Records from a collection:
--- --- ---
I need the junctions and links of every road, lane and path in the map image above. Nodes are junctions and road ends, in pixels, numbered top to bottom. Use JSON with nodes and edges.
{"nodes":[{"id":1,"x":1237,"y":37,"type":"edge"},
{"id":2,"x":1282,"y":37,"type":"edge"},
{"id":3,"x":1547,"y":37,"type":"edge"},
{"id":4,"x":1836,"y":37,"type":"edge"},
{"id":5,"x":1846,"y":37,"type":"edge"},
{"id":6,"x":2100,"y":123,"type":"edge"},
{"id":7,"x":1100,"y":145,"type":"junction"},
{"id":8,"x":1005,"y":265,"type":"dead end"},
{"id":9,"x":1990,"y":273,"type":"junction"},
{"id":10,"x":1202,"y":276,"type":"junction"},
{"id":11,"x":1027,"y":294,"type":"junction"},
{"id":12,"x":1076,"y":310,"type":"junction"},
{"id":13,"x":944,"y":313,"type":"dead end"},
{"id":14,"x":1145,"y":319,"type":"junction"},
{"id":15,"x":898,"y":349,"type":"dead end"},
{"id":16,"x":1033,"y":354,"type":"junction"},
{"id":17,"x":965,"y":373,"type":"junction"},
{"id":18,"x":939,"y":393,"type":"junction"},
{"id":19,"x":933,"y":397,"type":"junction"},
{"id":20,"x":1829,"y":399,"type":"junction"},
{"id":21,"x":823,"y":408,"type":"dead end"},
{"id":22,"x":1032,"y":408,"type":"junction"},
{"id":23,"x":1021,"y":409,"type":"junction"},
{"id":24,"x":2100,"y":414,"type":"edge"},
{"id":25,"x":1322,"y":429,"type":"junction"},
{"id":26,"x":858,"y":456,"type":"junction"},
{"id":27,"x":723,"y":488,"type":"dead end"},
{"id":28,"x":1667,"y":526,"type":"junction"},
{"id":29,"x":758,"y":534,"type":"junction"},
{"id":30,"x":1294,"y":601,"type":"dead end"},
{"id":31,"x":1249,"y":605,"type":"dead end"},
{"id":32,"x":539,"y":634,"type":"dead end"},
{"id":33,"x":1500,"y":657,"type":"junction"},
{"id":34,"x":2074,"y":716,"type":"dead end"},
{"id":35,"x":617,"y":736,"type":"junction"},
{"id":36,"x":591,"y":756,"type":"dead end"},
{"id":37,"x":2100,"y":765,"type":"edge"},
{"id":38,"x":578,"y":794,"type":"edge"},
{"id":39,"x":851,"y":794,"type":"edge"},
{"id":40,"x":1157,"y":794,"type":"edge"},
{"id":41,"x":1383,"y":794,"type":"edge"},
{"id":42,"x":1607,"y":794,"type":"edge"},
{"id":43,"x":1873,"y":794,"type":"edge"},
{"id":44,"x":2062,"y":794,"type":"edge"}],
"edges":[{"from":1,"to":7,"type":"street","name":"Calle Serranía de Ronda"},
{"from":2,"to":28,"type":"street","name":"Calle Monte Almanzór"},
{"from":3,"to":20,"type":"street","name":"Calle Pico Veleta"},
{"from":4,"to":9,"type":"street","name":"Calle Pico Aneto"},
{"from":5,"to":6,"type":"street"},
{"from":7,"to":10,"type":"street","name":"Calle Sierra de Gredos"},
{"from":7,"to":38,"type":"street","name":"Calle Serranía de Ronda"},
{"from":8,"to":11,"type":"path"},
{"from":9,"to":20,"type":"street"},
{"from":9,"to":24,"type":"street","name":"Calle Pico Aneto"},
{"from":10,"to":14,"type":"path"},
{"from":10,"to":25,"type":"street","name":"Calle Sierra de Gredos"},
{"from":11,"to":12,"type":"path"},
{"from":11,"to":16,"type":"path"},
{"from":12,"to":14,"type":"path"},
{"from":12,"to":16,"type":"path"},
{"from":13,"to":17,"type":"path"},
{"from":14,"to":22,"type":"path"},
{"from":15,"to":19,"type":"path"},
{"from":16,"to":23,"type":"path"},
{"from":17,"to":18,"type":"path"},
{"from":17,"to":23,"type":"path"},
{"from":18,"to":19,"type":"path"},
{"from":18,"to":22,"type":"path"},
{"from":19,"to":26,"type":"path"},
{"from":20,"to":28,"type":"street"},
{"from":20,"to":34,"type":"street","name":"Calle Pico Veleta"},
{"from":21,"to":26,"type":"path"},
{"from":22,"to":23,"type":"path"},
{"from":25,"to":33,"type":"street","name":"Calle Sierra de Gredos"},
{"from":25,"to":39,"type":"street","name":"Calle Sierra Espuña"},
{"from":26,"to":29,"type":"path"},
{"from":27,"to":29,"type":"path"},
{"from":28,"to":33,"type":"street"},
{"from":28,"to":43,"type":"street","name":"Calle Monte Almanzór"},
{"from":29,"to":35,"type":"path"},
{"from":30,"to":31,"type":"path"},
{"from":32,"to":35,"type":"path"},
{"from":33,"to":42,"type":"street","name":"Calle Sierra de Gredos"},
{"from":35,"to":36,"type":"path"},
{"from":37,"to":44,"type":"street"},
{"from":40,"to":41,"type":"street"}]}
--- --- ---
> [YOUR OBJECTIVE] The full set of entries, copied exactly, is the expected answer.

> [RESPONSE FOR THIS EXERCISE]
I need the junctions and links of every road, lane and path in the map image above. Nodes are junctions and road ends, in pixels, numbered top to bottom. Use JSON with nodes and edges.
{"nodes":[{"id":1,"x":1237,"y":37,"type":"edge"},
{"id":2,"x":1282,"y":37,"type":"edge"},
{"id":3,"x":1547,"y":37,"type":"edge"},
{"id":4,"x":1836,"y":37,"type":"edge"},
{"id":5,"x":1846,"y":37,"type":"edge"},
{"id":6,"x":2100,"y":123,"type":"edge"},
{"id":7,"x":1100,"y":145,"type":"junction"},
{"id":8,"x":1005,"y":265,"type":"dead end"},
{"id":9,"x":1990,"y":273,"type":"junction"},
{"id":10,"x":1202,"y":276,"type":"junction"},
{"id":11,"x":1027,"y":294,"type":"junction"},
{"id":12,"x":1076,"y":310,"type":"junction"},
{"id":13,"x":944,"y":313,"type":"dead end"},
{"id":14,"x":1145,"y":319,"type":"junction"},
{"id":15,"x":898,"y":349,"type":"dead end"},
{"id":16,"x":1033,"y":354,"type":"junction"},
{"id":17,"x":965,"y":373,"type":"junction"},
{"id":18,"x":939,"y":393,"type":"junction"},
{"id":19,"x":933,"y":397,"type":"junction"},
{"id":20,"x":1829,"y":399,"type":"junction"},
{"id":21,"x":823,"y":408,"type":"dead end"},
{"id":22,"x":1032,"y":408,"type":"junction"},
{"id":23,"x":1021,"y":409,"type":"junction"},
{"id":24,"x":2100,"y":414,"type":"edge"},
{"id":25,"x":1322,"y":429,"type":"junction"},
{"id":26,"x":858,"y":456,"type":"junction"},
{"id":27,"x":723,"y":488,"type":"dead end"},
{"id":28,"x":1667,"y":526,"type":"junction"},
{"id":29,"x":758,"y":534,"type":"junction"},
{"id":30,"x":1294,"y":601,"type":"dead end"},
{"id":31,"x":1249,"y":605,"type":"dead end"},
{"id":32,"x":539,"y":634,"type":"dead end"},
{"id":33,"x":1500,"y":657,"type":"junction"},
{"id":34,"x":2074,"y":716,"type":"dead end"},
{"id":35,"x":617,"y":736,"type":"junction"},
{"id":36,"x":591,"y":756,"type":"dead end"},
{"id":37,"x":2100,"y":765,"type":"edge"},
{"id":38,"x":578,"y":794,"type":"edge"},
{"id":39,"x":851,"y":794,"type":"edge"},
{"id":40,"x":1157,"y":794,"type":"edge"},
{"id":41,"x":1383,"y":794,"type":"edge"},
{"id":42,"x":1607,"y":794,"type":"edge"},
{"id":43,"x":1873,"y":794,"type":"edge"},
{"id":44,"x":2062,"y":794,"type":"edge"}],
"edges":[{"from":1,"to":7,"type":"street","name":"Calle Serranía de Ronda"},
{"from":2,"to":28,"type":"street","name":"Calle Monte Almanzór"},
{"from":3,"to":20,"type":"street","name":"Calle Pico Veleta"},
{"from":4,"to":9,"type":"street","name":"Calle Pico Aneto"},
{"from":5,"to":6,"type":"street"},
{"from":7,"to":10,"type":"street","name":"Calle Sierra de Gredos"},
{"from":7,"to":38,"type":"street","name":"Calle Serranía de Ronda"},
{"from":8,"to":11,"type":"path"},
{"from":9,"to":20,"type":"street"},
{"from":9,"to":24,"type":"street","name":"Calle Pico Aneto"},
{"from":10,"to":14,"type":"path"},
{"from":10,"to":25,"type":"street","name":"Calle Sierra de Gredos"},
{"from":11,"to":12,"type":"path"},
{"from":11,"to":16,"type":"path"},
{"from":12,"to":14,"type":"path"},
{"from":12,"to":16,"type":"path"},
{"from":13,"to":17,"type":"path"},
{"from":14,"to":22,"type":"path"},
{"from":15,"to":19,"type":"path"},
{"from":16,"to":23,"type":"path"},
{"from":17,"to":18,"type":"path"},
{"from":17,"to":23,"type":"path"},
{"from":18,"to":19,"type":"path"},
{"from":18,"to":22,"type":"path"},
{"from":19,"to":26,"type":"path"},
{"from":20,"to":28,"type":"street"},
{"from":20,"to":34,"type":"street","name":"Calle Pico Veleta"},
{"from":21,"to":26,"type":"path"},
{"from":22,"to":23,"type":"path"},
{"from":25,"to":33,"type":"street","name":"Calle Sierra de Gredos"},
{"from":25,"to":39,"type":"street","name":"Calle Sierra Espuña"},
{"from":26,"to":29,"type":"path"},
{"from":27,"to":29,"type":"path"},
{"from":28,"to":33,"type":"street"},
{"from":28,"to":43,"type":"street","name":"Calle Monte Almanzór"},
{"from":29,"to":35,"type":"path"},
{"from":30,"to":31,"type":"path"},
{"from":32,"to":35,"type":"path"},
{"from":33,"to":42,"type":"street","name":"Calle Sierra de Gredos"},
{"from":35,"to":36,"type":"path"},
{"from":37,"to":44,"type":"street"},
{"from":40,"to":41,"type":"street"}]}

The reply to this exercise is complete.